A 45-day citywide moratorium on short-term vacation rentals has gone into effect in Glendora, two days after the city sued the owners of a mansion where a large party was held last Saturday despite concerns such events could be spreading grounds for the coronavirus.
The Glendora City Council unanimously voted Thursday to adopt the interim urgency ordinance, under which any violation over the next 45 days will be declared a public nuisance and be subject to penalties. It went into effect Friday.
“My colleagues and I take this matter seriously and have taken swift action as promised,” Glendora Mayor Michael Allawos said in a prepared statement. “We must balance the priority of public safety with the importance of responsible commerce in a solution that provides city staff the tools to safely and effectively reduce or control nuisances and law-breakers.”
City staff plan to “study appropriate modifications to the Municipal Code regulations to reduce and mitigate negative secondary effects, such as threats to public health and safety, created by short-term vacation rentals.”
The city will also seek reimbursement from the party promoter and the homeowner for nearly $18,000 in costs associated with the police and city staff response to the party held last Saturday at 1120 E. Sierra Madre Ave., officials said.
The party organizer also received multiple administrative citations for violating city municipal codes, and current health department orders, totaling $1,900 in fines, they said.
Glendora officials said the city plans to seek an emergency hearing Monday to ask a Los Angeles Superior Court judge to issue a temporary restraining order prohibiting further parties or other short-term rentals at the 20,000-square-foot residence.
The lawsuit filed by the city in Pomona Superior Court seeks to have the estate declared a public nuisance and a ban placed on short-term rentals there for up to two years.
“As news reports of the event showed, hundreds of people were packed into the property, with no observance of social distancing and no observance of mask wearing requirements,” the suit says.
Names as defendants are the owners, identified as Cao “Charles” Xin and Olivia Lei Zhao, and Davante Dajon Bell, listed in the complaint as a “self-employed event coordinator host/promoter” of such events as last Saturday’s “100 Summers Mansion Party.”
Bell has numerous social media accounts under the name “King Bell,” including @iamkingbell on Twitter and Instagram and Kingbellflight on Snapchat, according to the suit, which asks that Bell be prohibited from promoting, organizing, sponsoring or coordinating any gathering of any type in violation of the Glendora Municipal Code and applicable health orders.
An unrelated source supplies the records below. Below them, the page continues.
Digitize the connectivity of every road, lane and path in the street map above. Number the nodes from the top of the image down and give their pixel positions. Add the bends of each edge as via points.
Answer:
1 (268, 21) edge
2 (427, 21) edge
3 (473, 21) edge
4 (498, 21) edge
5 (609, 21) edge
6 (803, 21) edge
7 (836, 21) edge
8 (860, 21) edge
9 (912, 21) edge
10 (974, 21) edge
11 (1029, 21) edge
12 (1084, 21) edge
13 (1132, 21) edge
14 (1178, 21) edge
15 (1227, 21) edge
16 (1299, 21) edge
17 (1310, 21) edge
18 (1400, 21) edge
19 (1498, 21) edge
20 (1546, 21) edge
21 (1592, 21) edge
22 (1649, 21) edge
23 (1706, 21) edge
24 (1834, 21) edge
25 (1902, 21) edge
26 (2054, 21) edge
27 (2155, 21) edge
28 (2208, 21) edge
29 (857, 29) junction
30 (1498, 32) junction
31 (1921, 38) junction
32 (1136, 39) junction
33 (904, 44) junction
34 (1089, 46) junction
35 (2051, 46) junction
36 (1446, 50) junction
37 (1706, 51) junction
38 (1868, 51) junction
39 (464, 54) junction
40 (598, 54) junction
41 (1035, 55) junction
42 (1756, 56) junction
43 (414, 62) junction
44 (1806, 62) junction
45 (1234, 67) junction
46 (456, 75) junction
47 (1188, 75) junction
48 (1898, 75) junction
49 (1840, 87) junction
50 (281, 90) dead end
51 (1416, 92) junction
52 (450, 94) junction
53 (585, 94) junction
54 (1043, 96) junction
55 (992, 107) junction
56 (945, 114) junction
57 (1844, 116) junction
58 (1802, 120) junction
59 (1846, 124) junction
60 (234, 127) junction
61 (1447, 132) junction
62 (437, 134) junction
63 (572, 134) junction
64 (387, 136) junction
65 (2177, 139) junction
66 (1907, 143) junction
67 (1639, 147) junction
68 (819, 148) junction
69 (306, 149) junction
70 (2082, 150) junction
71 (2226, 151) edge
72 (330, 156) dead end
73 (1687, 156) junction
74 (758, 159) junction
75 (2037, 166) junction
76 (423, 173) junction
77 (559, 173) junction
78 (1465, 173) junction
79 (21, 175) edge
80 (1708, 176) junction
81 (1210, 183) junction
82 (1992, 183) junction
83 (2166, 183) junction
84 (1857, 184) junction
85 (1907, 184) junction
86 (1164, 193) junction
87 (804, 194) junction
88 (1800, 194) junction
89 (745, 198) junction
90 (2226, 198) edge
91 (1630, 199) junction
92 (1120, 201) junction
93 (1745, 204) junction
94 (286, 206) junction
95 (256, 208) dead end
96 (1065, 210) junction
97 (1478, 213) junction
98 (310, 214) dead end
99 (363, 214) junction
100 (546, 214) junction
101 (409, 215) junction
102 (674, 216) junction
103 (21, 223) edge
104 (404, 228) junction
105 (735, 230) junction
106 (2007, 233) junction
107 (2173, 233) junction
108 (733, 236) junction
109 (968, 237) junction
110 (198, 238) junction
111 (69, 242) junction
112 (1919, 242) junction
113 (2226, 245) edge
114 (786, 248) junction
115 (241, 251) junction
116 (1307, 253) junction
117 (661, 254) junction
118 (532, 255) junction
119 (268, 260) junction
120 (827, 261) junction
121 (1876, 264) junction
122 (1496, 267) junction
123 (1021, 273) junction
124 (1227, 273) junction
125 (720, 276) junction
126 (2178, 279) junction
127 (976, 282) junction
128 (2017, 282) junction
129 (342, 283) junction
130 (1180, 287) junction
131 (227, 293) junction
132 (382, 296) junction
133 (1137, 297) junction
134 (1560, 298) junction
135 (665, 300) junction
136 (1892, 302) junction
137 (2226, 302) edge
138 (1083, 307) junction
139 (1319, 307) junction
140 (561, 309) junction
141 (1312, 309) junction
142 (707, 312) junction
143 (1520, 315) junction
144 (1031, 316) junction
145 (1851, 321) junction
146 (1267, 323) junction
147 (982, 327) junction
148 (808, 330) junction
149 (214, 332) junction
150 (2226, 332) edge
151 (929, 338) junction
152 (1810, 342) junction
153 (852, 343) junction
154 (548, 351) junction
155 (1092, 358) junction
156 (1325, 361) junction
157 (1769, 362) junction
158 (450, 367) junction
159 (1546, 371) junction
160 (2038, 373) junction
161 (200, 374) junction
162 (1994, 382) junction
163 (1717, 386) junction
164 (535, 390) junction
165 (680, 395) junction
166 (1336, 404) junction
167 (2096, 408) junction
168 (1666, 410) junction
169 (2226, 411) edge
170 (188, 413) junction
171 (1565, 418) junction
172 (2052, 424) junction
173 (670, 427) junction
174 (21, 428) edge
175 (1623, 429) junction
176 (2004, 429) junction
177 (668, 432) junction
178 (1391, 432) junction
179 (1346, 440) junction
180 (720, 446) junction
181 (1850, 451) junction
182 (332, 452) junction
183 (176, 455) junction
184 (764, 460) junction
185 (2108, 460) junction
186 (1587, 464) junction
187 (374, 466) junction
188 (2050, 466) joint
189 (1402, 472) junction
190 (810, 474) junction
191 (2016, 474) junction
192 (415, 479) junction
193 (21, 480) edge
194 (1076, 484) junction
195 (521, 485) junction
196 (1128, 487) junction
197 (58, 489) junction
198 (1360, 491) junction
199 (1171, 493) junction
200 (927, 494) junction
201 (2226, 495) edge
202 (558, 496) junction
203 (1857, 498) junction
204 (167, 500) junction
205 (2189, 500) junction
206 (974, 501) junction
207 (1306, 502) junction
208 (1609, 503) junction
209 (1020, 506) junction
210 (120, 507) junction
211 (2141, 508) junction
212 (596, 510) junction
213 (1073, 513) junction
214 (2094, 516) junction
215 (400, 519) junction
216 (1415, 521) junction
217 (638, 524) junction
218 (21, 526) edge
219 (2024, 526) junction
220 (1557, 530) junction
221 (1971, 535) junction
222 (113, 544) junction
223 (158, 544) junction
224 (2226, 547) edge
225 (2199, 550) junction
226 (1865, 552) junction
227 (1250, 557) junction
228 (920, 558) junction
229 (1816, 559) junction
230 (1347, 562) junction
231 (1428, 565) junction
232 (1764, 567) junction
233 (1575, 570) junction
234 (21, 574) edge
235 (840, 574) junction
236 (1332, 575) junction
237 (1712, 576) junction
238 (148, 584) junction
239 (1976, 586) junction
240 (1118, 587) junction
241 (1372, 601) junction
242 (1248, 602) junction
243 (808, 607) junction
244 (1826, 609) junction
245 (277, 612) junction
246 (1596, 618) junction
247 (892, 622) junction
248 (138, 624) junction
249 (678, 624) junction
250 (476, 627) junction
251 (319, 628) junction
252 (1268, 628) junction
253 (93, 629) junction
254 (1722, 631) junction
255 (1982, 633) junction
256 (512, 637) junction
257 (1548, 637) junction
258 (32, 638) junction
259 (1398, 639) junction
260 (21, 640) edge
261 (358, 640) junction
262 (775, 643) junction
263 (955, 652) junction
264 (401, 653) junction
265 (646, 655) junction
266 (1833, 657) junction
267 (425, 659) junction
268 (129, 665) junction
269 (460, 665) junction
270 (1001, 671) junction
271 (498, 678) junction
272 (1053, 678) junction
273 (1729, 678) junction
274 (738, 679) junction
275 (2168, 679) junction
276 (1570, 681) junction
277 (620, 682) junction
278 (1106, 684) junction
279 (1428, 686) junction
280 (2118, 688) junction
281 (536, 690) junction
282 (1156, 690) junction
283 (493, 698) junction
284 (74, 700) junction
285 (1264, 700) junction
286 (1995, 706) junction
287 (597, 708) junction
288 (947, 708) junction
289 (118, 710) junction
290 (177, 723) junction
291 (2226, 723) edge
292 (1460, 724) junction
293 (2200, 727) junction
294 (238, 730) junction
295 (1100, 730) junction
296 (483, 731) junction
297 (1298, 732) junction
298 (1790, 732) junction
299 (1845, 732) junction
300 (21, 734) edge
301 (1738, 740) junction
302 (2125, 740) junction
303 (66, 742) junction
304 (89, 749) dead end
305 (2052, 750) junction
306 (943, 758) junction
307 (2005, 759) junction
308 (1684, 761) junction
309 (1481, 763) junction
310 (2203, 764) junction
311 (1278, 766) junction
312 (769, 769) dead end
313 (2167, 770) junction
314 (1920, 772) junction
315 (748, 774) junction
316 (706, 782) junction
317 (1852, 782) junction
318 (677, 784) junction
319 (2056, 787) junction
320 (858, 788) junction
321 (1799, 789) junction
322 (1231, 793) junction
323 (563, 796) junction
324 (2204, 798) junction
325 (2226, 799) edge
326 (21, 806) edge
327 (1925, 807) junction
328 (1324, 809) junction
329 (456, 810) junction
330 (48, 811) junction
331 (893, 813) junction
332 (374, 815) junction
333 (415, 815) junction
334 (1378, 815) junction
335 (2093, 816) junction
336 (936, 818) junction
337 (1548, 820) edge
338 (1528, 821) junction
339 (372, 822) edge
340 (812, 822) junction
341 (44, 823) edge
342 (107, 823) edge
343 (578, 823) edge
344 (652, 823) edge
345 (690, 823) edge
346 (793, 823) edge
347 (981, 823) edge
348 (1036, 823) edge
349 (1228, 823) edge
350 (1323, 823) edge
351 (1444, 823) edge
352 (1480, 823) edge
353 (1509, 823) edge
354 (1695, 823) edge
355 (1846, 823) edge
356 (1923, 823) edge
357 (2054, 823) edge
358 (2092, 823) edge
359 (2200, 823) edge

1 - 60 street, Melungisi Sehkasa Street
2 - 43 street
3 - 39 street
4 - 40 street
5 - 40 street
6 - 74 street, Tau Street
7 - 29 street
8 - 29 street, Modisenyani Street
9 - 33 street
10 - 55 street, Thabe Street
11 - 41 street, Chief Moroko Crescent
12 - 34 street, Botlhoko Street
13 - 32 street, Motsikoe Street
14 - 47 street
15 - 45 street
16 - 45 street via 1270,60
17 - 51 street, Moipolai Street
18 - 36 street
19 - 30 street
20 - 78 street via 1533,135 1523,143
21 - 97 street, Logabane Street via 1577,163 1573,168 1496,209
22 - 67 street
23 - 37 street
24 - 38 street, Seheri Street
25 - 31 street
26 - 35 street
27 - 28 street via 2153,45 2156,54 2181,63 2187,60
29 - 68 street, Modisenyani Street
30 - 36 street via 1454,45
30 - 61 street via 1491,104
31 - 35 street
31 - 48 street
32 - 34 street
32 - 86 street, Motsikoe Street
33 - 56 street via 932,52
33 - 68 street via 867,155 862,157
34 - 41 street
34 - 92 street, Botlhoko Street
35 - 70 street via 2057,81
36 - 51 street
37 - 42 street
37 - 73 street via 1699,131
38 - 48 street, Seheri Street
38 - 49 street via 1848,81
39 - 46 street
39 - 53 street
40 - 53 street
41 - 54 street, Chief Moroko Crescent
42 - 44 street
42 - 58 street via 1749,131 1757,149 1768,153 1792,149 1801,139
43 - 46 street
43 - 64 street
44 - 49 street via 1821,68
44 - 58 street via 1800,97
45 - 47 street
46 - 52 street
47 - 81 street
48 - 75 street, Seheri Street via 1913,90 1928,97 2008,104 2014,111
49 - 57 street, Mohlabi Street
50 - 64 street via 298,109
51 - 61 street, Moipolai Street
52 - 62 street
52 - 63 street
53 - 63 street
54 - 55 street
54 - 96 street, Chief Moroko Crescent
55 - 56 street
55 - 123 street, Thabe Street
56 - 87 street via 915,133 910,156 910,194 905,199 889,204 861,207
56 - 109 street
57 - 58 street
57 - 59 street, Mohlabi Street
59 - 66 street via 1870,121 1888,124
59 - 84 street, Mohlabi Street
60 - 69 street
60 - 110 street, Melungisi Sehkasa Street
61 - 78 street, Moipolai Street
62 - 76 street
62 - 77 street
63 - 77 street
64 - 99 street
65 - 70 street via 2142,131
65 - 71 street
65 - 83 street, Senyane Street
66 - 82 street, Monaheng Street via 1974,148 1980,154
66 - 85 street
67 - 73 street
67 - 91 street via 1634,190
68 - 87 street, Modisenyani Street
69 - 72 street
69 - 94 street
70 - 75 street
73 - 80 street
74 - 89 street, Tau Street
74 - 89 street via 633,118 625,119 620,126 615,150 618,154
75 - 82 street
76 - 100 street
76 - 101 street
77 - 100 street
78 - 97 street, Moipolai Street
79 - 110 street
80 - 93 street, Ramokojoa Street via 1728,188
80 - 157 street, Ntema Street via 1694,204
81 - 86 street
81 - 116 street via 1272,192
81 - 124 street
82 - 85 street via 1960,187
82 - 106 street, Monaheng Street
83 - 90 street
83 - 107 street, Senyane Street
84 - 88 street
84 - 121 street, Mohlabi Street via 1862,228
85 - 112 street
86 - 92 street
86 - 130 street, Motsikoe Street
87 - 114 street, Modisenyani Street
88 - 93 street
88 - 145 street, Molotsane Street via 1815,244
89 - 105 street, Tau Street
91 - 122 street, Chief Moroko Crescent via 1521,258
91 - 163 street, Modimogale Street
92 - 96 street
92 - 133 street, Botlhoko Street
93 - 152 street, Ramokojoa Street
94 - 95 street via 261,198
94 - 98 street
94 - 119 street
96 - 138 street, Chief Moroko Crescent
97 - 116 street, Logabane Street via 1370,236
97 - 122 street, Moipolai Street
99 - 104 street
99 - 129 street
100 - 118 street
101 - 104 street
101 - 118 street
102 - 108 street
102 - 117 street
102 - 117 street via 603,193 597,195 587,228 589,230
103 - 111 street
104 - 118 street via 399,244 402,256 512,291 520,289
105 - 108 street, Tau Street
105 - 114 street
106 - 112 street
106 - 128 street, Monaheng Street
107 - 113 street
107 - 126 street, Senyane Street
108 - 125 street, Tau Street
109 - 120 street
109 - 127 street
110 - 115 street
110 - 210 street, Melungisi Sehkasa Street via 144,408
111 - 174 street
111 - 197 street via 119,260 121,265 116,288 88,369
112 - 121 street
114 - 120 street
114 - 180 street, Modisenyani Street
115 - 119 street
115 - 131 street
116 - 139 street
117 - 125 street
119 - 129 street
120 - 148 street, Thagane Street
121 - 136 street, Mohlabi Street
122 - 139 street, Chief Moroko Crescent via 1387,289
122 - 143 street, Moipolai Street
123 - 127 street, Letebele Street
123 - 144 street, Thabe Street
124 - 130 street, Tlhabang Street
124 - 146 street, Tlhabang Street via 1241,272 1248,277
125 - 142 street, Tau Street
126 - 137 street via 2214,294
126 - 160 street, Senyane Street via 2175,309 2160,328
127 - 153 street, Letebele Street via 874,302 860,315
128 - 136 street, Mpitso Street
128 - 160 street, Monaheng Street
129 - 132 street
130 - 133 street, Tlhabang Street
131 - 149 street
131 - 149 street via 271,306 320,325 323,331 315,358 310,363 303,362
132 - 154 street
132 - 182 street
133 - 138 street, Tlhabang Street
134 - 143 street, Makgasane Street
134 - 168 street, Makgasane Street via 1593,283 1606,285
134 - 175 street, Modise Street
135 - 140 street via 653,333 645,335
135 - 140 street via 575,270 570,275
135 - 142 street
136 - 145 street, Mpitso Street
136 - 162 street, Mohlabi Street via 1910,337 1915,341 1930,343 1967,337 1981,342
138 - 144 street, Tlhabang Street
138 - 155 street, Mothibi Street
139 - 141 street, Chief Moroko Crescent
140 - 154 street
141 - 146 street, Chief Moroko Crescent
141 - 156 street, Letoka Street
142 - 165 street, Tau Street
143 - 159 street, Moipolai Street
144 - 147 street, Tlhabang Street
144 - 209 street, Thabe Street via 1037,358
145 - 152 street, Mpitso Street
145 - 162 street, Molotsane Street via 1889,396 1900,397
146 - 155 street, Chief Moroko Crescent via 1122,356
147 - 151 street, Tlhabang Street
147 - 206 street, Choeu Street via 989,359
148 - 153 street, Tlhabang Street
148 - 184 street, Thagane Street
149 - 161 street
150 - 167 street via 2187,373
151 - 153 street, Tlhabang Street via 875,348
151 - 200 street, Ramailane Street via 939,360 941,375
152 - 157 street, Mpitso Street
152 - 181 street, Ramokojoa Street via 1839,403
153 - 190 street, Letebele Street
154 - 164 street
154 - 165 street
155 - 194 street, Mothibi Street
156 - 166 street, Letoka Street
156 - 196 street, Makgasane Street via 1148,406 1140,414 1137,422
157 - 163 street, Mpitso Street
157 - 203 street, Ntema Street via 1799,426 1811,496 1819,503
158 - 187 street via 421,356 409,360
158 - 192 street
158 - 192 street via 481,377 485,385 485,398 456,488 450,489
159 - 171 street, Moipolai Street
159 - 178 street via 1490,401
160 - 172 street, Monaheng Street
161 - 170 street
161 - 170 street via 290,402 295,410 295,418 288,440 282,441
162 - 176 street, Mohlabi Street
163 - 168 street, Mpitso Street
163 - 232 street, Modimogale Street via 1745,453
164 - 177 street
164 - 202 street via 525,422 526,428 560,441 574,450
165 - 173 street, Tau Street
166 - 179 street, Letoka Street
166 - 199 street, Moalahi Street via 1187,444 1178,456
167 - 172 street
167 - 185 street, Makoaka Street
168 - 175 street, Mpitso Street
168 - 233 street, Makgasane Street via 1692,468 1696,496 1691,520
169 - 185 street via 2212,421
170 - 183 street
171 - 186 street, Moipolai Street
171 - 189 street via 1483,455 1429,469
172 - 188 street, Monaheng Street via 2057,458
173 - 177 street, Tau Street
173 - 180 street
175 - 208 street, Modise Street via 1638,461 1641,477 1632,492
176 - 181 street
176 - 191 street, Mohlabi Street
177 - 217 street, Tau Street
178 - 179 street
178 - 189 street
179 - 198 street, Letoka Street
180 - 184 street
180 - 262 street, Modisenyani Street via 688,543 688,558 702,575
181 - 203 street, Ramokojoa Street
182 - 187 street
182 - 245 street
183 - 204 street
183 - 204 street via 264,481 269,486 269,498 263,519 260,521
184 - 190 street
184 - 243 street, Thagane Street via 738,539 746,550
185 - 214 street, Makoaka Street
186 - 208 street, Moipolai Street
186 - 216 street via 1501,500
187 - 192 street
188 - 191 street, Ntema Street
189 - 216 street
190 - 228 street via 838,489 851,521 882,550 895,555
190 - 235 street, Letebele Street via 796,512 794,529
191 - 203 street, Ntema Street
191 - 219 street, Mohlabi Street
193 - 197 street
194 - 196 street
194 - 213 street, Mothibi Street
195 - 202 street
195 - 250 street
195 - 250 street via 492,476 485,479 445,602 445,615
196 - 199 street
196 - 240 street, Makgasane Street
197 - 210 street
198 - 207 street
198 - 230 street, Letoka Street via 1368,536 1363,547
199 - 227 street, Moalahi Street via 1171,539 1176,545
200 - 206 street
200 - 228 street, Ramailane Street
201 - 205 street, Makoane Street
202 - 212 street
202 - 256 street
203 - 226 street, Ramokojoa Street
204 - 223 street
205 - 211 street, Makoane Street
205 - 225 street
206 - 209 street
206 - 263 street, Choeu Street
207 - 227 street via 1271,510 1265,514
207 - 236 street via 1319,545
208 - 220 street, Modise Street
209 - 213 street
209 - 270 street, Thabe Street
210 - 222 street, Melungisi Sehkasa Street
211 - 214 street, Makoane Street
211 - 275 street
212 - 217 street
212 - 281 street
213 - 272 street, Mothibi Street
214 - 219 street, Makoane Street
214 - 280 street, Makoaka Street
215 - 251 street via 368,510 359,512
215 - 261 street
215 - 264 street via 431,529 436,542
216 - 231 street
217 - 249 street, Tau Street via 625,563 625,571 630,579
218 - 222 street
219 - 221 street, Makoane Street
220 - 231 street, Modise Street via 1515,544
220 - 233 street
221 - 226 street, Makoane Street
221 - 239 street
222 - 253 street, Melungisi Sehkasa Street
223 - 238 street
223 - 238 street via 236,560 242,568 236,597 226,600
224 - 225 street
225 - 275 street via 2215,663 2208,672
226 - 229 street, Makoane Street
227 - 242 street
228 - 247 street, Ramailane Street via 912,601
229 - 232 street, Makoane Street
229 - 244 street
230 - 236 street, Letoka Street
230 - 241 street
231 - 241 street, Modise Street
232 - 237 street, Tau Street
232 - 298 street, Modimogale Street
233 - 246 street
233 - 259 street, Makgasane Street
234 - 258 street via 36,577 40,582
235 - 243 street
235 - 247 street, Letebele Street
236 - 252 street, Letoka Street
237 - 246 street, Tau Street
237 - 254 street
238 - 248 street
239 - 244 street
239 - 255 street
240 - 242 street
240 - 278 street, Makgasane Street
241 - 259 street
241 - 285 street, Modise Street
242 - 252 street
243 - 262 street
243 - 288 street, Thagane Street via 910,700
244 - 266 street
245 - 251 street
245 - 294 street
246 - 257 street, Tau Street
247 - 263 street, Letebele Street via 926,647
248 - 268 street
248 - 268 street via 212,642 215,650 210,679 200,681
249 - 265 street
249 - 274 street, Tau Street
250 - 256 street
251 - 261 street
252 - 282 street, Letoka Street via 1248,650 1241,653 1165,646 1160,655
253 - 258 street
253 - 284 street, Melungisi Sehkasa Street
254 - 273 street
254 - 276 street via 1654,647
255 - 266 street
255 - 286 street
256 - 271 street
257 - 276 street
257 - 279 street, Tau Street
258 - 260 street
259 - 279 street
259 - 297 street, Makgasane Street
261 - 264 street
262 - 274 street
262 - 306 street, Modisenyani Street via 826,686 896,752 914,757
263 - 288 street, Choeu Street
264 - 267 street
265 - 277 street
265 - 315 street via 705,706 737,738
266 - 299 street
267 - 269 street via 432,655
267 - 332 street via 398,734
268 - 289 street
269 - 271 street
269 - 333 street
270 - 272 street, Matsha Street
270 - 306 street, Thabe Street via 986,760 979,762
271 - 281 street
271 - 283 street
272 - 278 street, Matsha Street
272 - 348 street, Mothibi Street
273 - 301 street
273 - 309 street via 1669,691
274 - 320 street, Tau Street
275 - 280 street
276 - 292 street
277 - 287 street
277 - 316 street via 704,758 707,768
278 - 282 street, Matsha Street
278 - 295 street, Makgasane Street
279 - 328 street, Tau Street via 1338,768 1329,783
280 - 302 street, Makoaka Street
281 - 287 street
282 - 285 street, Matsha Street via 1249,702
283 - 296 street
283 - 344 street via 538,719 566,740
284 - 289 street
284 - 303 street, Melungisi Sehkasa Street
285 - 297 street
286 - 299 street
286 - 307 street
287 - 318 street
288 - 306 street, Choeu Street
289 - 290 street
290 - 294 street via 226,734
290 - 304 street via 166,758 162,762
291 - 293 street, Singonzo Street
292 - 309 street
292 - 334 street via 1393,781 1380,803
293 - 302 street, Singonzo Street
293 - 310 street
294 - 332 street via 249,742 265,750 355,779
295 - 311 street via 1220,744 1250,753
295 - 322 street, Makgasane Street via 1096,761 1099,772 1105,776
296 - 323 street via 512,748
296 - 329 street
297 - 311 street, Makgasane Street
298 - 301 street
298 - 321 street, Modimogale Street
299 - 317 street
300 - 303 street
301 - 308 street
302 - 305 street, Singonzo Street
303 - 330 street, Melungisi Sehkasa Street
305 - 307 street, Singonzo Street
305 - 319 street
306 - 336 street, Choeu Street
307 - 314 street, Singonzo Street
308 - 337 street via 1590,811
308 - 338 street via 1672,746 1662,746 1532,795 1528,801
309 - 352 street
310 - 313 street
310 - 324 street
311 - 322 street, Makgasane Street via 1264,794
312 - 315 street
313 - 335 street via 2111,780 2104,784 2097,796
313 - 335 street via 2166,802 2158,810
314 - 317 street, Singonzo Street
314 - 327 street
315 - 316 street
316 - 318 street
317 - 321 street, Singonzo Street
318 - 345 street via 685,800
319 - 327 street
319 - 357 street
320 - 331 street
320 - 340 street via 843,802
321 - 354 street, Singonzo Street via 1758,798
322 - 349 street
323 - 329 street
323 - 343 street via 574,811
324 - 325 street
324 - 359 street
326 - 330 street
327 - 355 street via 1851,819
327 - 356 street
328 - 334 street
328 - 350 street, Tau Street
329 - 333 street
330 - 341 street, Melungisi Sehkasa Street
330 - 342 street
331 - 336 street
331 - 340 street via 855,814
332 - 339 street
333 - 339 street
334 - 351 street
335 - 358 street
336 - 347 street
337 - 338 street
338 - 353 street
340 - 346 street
The suit details 29 previous incidents at the mansion dating back to last Nov. 5, most of them involving complaints about loud music.
Xin and Zhao did not try and stop the party despite having the authority to do so under their short-term rental agreement, according to the suit, which alleges Bell ignored a police order to shut down the party.
The number of partygoers far outnumbered the number of officers, so backup help was obtained from the Los Angeles County Sheriff’s Department and Azusa Police Department, the suit states.